Our analysis demonstrated that both WQI based on chemical analysis and BMWP based on macroinvertebrates can be used as predictive indices across impacted land-use areas (Table 2). Yet, macroinvertebrate MMIs provided a better predictive tool than the chemical based WQI. This is consistent with other studies conducting comparisons [51], suggesting insect indices are better predictors. This is also consistent with the use of BMWP as a popular and frequently used MMI [78]. While tropical rivers are highly alluvial and subject to seasonal flooding with sediment impacting the abundance of macroinvertebrates [62,79], here we suggest insect composition is the best measure of water quality.
Across sites, we did find some patterns in macroinvertebrate distribution that suggested a clear response to enrichment. Plecoptera abundance was elevated at RG-QC, which had high nutrient pollution from a pig farm above, but was not abundant at RL-LL, which was clearly impacted by human waste and stormwater rather than agricultural pollution. While Perlidae was not necessarily suggestive of clean water [65], we found in this study that abundance may suggest direct human impacts rather than agricultural. We did find greater Coleoptera (Elmidae) in reference sites and those less impacted by disturbance. One of the strongest findings was the EPT taxa richness decline along a disturbance gradient, similar to Lorion and Kennedy [80]. Family numbers (not abundance) did remain consistent through disturbance, in agreement with Castillo et al. [30].
We found some instances where BMWP/CR was in agreement with Kohlmann et al. [65], suggesting that the index delivers higher values at sites with high organic pollution. Other indices, such as PMA and EPT, worked equally as well or better than BMWP when targeting anthropomorphic enrichment and may be better choices [81]. Most significantly, the insects responded to site disturbance and were better predictors of organic pollution in concert with the chemical and physical parameters measured. This is a unique finding of this research.

5. Conclusions: Monitoring Water Quality in Tropical Environments

The need for accurate analysis of water quality in the tropics is of continual importance [29]. There is a need to empower communities toward a more comprehensive understanding of water quality and environmental health useable on a wide scale. The ability of citizens and local water boards such as ASADAs in Costa Rica to fill data gaps will (1) generate data in areas that are not well monitored or understood and (2) help communities understand water quality and provide essential analysis that is currently lacking in these communities. This is critical for providing public participation in the governance of water. As reported in the Costa Rica News [82], water quality and its rational use and conservation by a participating public is one of the greatest needs countrywide.
This research identifies reliable Multi-Metric Indices (MMIs) capable of predicting human disturbance on water quality in tropical systems. It is also understood that insect MMIs are much better assessed by citizenry than comparable chemical MMIs [38]. And in this study (Table 3), insect MMIs were superior in predictive ability over the chemical-based WQI in various seasons and areas of disturbance. The idea that insect MMIs can be used in these communities as reliable predictors of water quality even in the presence of uncertainty is a good starting point [10]. Such an MMI is needed to engage communities in water health and produce results compatible with chemical testing procedures that can be very difficult and complex to measure and interpret.
Implications for these findings are widespread.

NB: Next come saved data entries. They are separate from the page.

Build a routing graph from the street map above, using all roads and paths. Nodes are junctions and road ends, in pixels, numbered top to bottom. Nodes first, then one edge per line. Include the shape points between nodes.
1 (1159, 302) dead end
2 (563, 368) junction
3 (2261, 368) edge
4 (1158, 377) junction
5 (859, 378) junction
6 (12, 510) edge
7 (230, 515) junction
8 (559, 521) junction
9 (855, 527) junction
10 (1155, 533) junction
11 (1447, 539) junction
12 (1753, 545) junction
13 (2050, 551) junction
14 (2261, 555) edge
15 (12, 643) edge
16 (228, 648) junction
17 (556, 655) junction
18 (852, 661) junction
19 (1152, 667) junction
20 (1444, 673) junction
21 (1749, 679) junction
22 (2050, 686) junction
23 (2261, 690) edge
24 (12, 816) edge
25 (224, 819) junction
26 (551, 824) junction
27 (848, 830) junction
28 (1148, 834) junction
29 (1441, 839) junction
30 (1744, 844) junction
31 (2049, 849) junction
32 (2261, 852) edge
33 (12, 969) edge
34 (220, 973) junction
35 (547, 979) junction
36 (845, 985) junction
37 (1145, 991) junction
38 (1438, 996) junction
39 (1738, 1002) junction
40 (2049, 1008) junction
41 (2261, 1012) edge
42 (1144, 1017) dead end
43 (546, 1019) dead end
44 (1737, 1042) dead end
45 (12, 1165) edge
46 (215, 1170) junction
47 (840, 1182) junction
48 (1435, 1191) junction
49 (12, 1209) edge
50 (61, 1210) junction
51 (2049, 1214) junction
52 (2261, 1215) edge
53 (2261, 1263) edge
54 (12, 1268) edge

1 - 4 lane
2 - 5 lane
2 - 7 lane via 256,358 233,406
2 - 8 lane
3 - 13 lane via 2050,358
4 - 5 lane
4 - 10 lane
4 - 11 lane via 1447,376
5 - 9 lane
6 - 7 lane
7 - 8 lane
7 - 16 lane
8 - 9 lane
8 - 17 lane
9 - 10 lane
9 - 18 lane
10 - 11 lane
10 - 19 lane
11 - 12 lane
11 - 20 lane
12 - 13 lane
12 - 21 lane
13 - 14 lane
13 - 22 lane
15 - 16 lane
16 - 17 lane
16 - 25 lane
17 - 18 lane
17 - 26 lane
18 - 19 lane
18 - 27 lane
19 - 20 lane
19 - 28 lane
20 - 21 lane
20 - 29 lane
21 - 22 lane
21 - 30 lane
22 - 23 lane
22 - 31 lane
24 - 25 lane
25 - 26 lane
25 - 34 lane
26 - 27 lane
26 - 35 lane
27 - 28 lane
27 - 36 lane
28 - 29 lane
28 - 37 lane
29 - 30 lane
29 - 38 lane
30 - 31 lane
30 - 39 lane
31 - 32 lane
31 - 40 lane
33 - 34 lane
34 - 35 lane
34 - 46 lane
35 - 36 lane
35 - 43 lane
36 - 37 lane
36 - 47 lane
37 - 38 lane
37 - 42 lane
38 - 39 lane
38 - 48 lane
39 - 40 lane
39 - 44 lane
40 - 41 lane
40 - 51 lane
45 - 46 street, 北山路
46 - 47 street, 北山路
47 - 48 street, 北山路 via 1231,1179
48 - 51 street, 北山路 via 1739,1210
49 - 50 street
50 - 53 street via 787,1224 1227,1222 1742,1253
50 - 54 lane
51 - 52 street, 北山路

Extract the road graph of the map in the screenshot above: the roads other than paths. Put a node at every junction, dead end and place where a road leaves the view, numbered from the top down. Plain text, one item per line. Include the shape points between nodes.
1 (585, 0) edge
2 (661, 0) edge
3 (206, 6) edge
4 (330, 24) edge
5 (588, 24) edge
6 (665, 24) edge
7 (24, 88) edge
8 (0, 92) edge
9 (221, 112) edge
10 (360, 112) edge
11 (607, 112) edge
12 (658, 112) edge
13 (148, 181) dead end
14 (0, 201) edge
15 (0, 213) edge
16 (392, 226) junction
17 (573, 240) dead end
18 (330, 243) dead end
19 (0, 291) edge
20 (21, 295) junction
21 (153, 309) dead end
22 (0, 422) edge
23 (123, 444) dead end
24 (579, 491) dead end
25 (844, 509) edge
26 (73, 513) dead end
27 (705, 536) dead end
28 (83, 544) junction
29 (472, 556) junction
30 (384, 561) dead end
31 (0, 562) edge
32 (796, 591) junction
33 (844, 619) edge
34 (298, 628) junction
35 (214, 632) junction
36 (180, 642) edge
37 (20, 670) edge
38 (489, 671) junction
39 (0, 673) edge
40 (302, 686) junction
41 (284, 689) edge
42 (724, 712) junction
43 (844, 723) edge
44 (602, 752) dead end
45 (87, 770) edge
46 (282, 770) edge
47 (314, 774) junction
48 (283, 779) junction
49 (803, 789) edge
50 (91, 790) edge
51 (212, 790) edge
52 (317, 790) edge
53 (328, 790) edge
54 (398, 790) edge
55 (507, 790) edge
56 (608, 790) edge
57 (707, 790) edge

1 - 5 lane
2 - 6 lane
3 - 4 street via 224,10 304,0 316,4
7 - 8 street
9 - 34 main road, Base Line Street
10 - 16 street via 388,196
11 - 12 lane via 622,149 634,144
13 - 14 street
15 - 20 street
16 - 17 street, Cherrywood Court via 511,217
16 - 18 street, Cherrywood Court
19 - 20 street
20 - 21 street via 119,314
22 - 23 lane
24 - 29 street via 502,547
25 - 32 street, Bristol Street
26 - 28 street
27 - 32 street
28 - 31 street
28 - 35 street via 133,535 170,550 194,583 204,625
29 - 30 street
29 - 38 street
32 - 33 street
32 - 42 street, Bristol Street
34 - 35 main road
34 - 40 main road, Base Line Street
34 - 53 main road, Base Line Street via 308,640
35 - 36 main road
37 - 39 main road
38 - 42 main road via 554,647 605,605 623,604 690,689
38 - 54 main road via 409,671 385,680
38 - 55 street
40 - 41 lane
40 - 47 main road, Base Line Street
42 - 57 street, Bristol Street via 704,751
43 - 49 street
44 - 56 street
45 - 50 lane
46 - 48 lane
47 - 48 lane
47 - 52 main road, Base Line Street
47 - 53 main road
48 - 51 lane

Effective monitoring of water quality is critical for regulators and scientists but even more important for acceptance by the public. End users must have confidence that water is regulated to serve their best interests. The findings that WQI and BMWP-CR are predictive is a good result, but such MMIs are generally too complex for use by citizen science. The finding that a much easier calculation of other indices such as PMA or EPT working equally as well opens opportunities for much greater monitoring of water quality. Creating data collection among citizen scientists who live in these communities and developing a vast monitoring network will increase our understanding of water quality and effective management.
Further, using simplified MMIs such as EPT or other insect indices will only increase total watershed understanding. Simple tests to determine proportions of EPT over 50% and up to 70% may provide good presumptive information. Because EPT comprises so much of the total insect orders in these streams, it is proposed that such a model would be useful. Such information can determine how and where problems are occurring and provide long term data sets for comparisons to community health. It can mobilize communities into action to improve streams and limit waste beyond the capabilities of regulators. Successful monitoring of water quality by community groups is becoming more widespread and is providing an integral link to the overall understanding of stream water quality [35]. Here, we suggest further research and integration of these ideas into tropical stream water quality monitoring.

Author Contributions

T.S.: Conceptualization, methodology, formal analysis, investigation, writing—original draft preparation, writing—review and editing, visualization, supervision, project administration, funding acquisition. J.J.M.-R.: Conceptualization, methodology, formal analysis, investigation, writing—review and editing, visualization, supervision, project administration. All authors have read and agreed to the published version of the manuscript.

Funding

Programa de becas bosqueterno, S.A.

Data Availability Statement

The data presented in this study are available on request from the corresponding author. The data are not publicly available due to privacy concerns issued by the granting agency and University of Georgia Costa Rica.

Acknowledgments

The authors wish to acknowledge the University of Georgia Costa Rica that provided extensive logistical support, especially from Martha Garro Cruz for the duration of the project. Researchers Quint Newcomer and Fabricio Camacho were instrumental in helping us complete the project. Finally, many student interns located at the research station helped with our collections, along with University of Lynchburg intern Evy Brunelle, who processed many macroinvertebrate samples and helped with the background on the paper. We are very grateful for their support.

Conflicts of Interest

The authors declare no conflict of interest.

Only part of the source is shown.